Konnie, I agree, let's just train. The problem with that, and I know you've seen it, there are so many people out there that just don't have a clue, yet present themselves as SAR specialists. While i certainly want to train, I also want to have some confidence those working along side of me have some measure of competance. I know the program you've gone through and the standards that have to be met. Unfortunately, that is not always the case. Which means someone gets stuck with all the BS of trying to figure out what's going on.

DFrost


----------



## Konnie Hein

David Frost said:


> Konnie, I agree, let's just train. The problem with that, and I know you've seen it, there are so many people out there that just don't have a clue, yet present themselves as SAR specialists. While i certainly want to train, I also want to have some confidence those working along side of me have some measure of competance. I know the program you've gone through and the standards that have to be met. Unfortunately, that is not always the case. Which means someone gets stuck with all the BS of trying to figure out what's going on.
> 
> DFrost


You're absolutely right! I'm a huge fan of competent certification standards and required training for that very reason. I work with a small non-profit group that is dedicated to providing training opportunities to SAR (mainly USAR) handlers. You wouldn't believe (or maybe you would) what passes as a "certified" dog for some local response teams out there. Ridiculous and scary.

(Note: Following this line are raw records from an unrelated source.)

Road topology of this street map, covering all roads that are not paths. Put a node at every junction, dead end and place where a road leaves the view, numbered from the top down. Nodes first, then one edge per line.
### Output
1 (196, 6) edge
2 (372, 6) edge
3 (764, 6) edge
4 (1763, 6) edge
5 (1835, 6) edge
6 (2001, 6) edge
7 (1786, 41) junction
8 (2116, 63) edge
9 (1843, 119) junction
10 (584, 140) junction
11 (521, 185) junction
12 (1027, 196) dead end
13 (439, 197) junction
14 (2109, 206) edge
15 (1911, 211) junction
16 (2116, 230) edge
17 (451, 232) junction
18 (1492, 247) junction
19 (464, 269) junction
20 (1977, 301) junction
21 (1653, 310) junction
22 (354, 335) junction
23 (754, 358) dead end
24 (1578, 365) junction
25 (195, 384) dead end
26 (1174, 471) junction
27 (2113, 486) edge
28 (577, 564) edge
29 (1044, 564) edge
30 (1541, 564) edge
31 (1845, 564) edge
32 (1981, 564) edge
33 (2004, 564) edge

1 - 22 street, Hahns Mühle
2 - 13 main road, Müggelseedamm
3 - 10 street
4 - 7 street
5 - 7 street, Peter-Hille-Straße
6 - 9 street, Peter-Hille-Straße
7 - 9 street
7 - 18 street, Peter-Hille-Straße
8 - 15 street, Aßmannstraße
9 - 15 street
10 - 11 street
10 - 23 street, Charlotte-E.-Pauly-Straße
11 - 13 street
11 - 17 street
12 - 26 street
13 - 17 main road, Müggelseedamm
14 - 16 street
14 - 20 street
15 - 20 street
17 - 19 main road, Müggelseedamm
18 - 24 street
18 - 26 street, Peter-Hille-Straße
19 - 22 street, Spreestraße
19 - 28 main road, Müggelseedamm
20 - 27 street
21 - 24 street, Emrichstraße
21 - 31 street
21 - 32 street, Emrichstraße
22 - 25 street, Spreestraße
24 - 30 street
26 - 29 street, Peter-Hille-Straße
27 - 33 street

As long as I'm not stuck with all the BS.... 

Seriously though, streamlining this stuff is a huge undertaking. Anybody willing and able to take that on and deal with the political BS involved gets a big gold star from me! Its almost an impossible task. Almost.


----------



## Nancy Jocoy

It is also very scary what passes as a competent evaluator. (e.g., NASAR where people where grandfathered in with the ability to assess people in specialties in which they never trained a dog) 

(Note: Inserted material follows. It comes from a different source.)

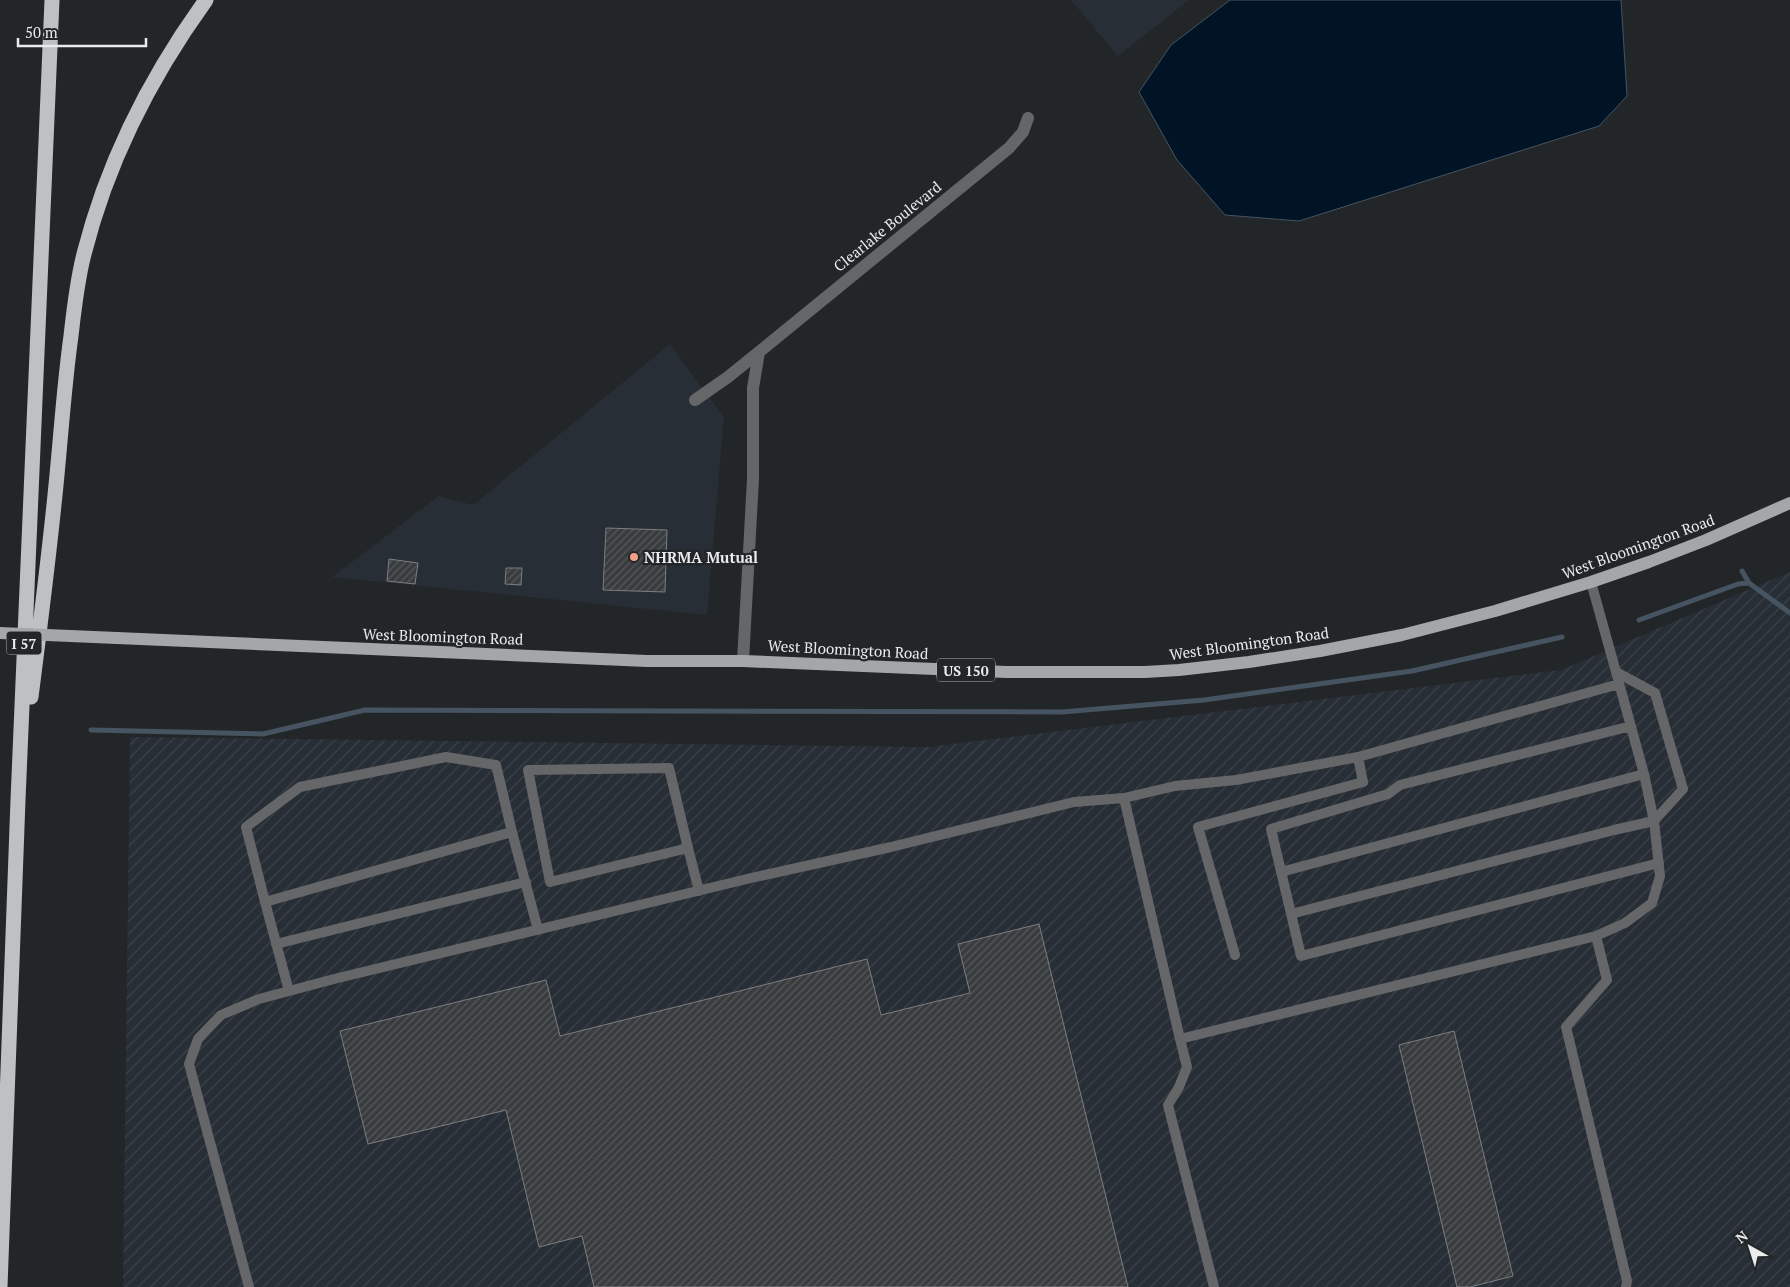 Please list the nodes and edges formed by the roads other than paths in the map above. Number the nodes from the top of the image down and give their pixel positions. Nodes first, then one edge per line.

We are working very hard to ensure solidly operational teams, and we all need to keep our focus on quality training, but we need to keep looking over our shoulders and dotting i's and crossing t's.


----------



## Renee Utley

I just got off of the phone with an individual in D.C. Ok, they are still reviewing all of this SAR stuff. It is not set in stone. Yet another individual is supposed to get hold of me with regard to including NNDDA in this mess. No one so far,has been able to tell me how or why the other orgs were included other than there is some "committee" somewhere overseeing this. Whatever. I informed him that unless something has changed USPCA and NAPWDA do not certify civilians and the biggest group of individuals in this country handling HRDdogs ARE civilians. The new org allows dogs to be "certified" on Psuedo. I have a problem with that. Which brings up the point that a lot of this is too subjective. Who is making the decisions and what are the decisions based on that we will ALL eventually have to live with????? Anyhoo, the way this will ultimately work is the governor of each state will have to enter into a mutual aid agreement with the Feds. When /if that occurs,all of this BS WILL go into effect and if you do not meet their criteria,you will not deploy on a Fed gig. This stuff is scary because WHO is making the decisions and what are their qualifications? Will be keeping everyone posted.....


----------



## Nancy Jocoy

Thanks Renee .......look forward to hearing some updates.

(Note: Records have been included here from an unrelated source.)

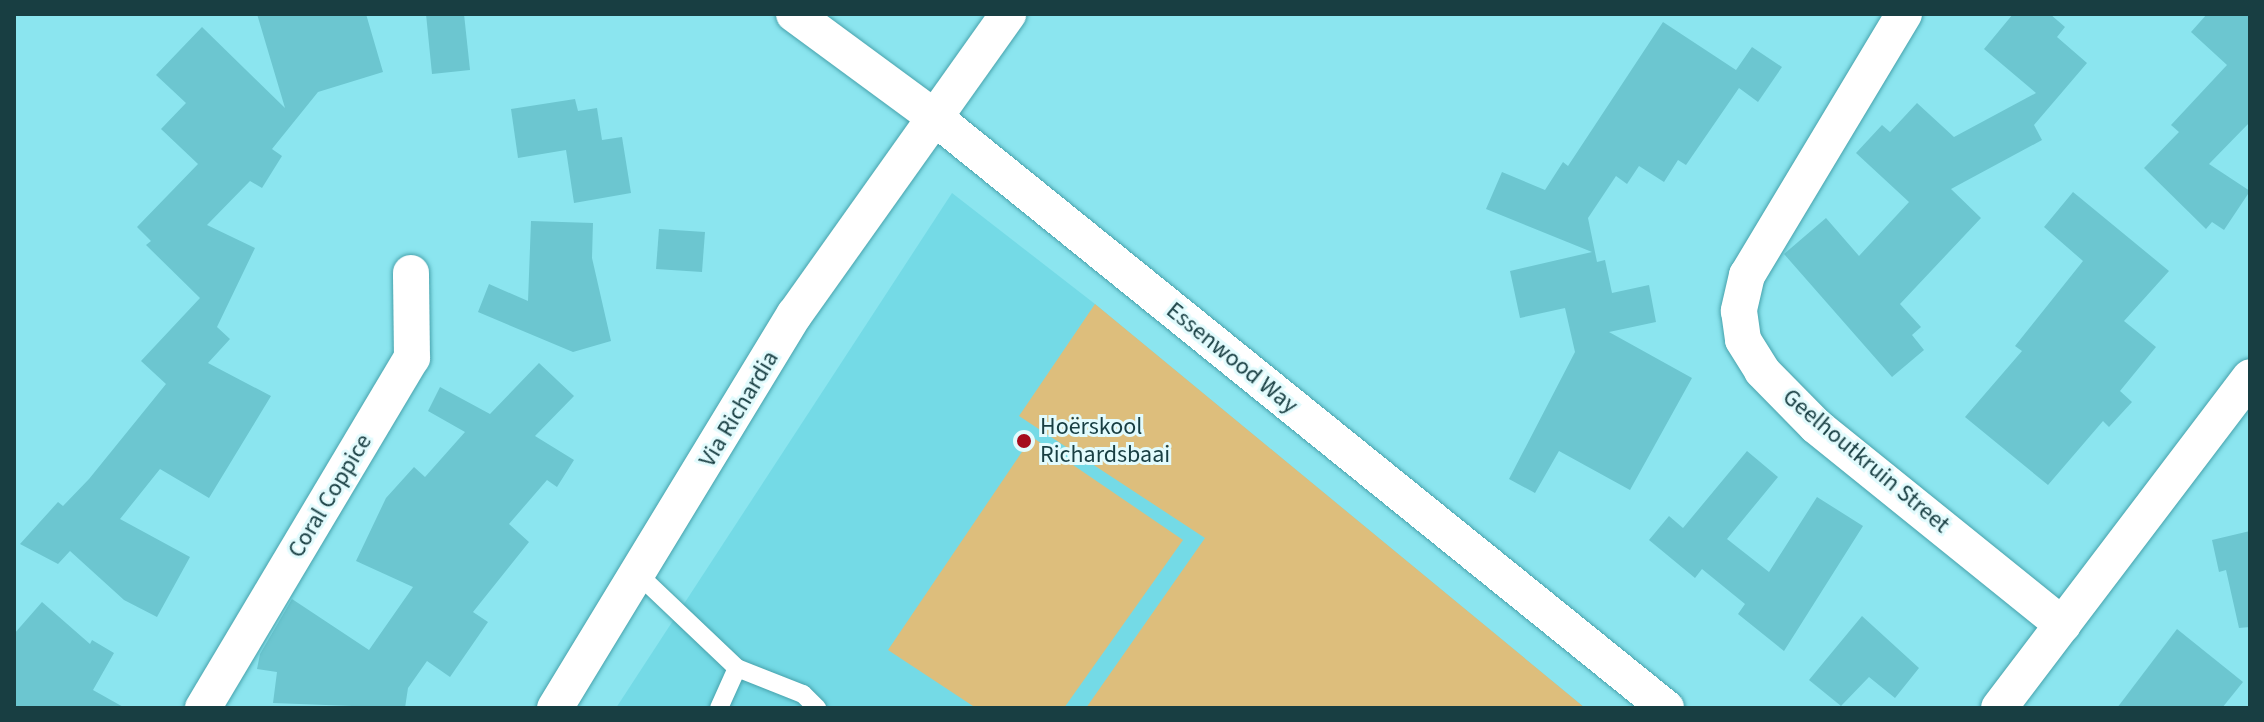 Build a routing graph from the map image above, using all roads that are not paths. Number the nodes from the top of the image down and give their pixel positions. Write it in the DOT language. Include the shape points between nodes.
graph roads {
  1 [pos="794,14"];
  2 [pos="1008,14"];
  3 [pos="1904,14"];
  4 [pos="934,117"];
  5 [pos="411,273"];
  6 [pos="2250,377"];
  7 [pos="639,575"];
  8 [pos="2063,625"];
  9 [pos="737,668"];
  10 [pos="203,708"];
  11 [pos="555,708"];
  12 [pos="719,708"];
  13 [pos="817,708"];
  14 [pos="1666,708"];
  15 [pos="1999,708"];
  1 -- 4 [label="street, Essenwood Way"];
  2 -- 4 [label="street, Via Richardia"];
  3 -- 8 [label="street, Geelhoutkruin Street" via="1747,275 1739,311 1743,340 1762,371 1816,426"];
  4 -- 7 [label="street, Via Richardia" via="795,314"];
  4 -- 14 [label="street, Essenwood Way"];
  5 -- 10 [label="street, Coral Coppice" via="412,358"];
  6 -- 8 [label="street"];
  7 -- 9 [label="lane"];
  7 -- 11 [label="street, Via Richardia"];
  8 -- 15 [label="street"];
  9 -- 12 [label="lane"];
  9 -- 13 [label="lane" via="803,694"];
}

That is good to know because of the way it is posted on the FEMA website. It looks like the target at my state OEM is just to have everyone trained on the NIMS documents this year; it does not mention the job title documents.

My biggest concern is that I think very few on my team would deploy on an emergency of national scale.

Perhaps we can work towards floodwater training as our most likely disaster is a hurricane, but we really need a lot more experience and training to EVEN begin to consider that. Our main intent is local SAR as many of could not even think of deploying for lenghty periods due to our jobs.

The area that most concerns me is across state lines for small scale stuff (e.g., missing kid, grandma, hunter, a drowning, or possible shallow grave,etc.
That part is kind of fuzzy ............ we know we all need at a minimum, the 100, 200, & 700 courses.

We cooperate with teams in NC through our own agreements and am just not sure how NIMs will impact the state line thing. NC has a SAR council; SC does not.


----------



## Renee Utley

Nancy Jocoy said:


> The area that most concerns me is across state lines for small scale stuff (e.g., missing kid, grandma, hunter, a drowning, or possible shallow grave,etc.
> That part is kind of fuzzy ............ we know we all need at a minimum, the 100, 200, & 700 courses.


My understanding is that this NIMS stuff is only applicable on a national "disaster" deployment. No bearing on local stuff and no bearing at all if the governor of the state involved does not sign off on the mutal aid package which kicks this in. It is the state's options as to whether or not they engage in this. Of course,if one wants FEMA in,one is probably going to have to buy off on this stuff. groan What concerns me is that if we all do not question this now, I see them marching on to controlling other aspects of k9s........


----------



## David Frost

<<<The new org allows dogs to be "certified" on Psuedo. I have a problem with that.>>>

Like you, I have a serious problem with that. As many know, I won't allow training with the stuff, let alone certify with it. IF that's the case, it would be a lot easier for us, as far as HR training to follow the Brit's lead and just train on pig parts. 

DFrost


----------



## Renee Utley

David Frost;30066IF that's the case said:


> Yep. I can think of no reason whatsoever for an "organization" to advocate certifying a dog on any kind of psuedo. Well, again, if some of us do not question the criteria of "choosing" standards and the expertise/agenda of who is doing the choosing with regard to what orgs. are to be blessed/ included in this,I have a bad feeling as to where this is ultimately going.........


----------



## Konnie Hein

Renee Utley said:


> Yep. I can think of no reason whatsoever for an "organization" to advocate certifying a dog on any kind of psuedo. Well, again, if some of us do not question the criteria of "choosing" standards and the expertise/agenda of who is doing the choosing with regard to what orgs. are to be blessed/ included in this,I have a bad feeling as to where this is ultimately going.........


Good point!


----------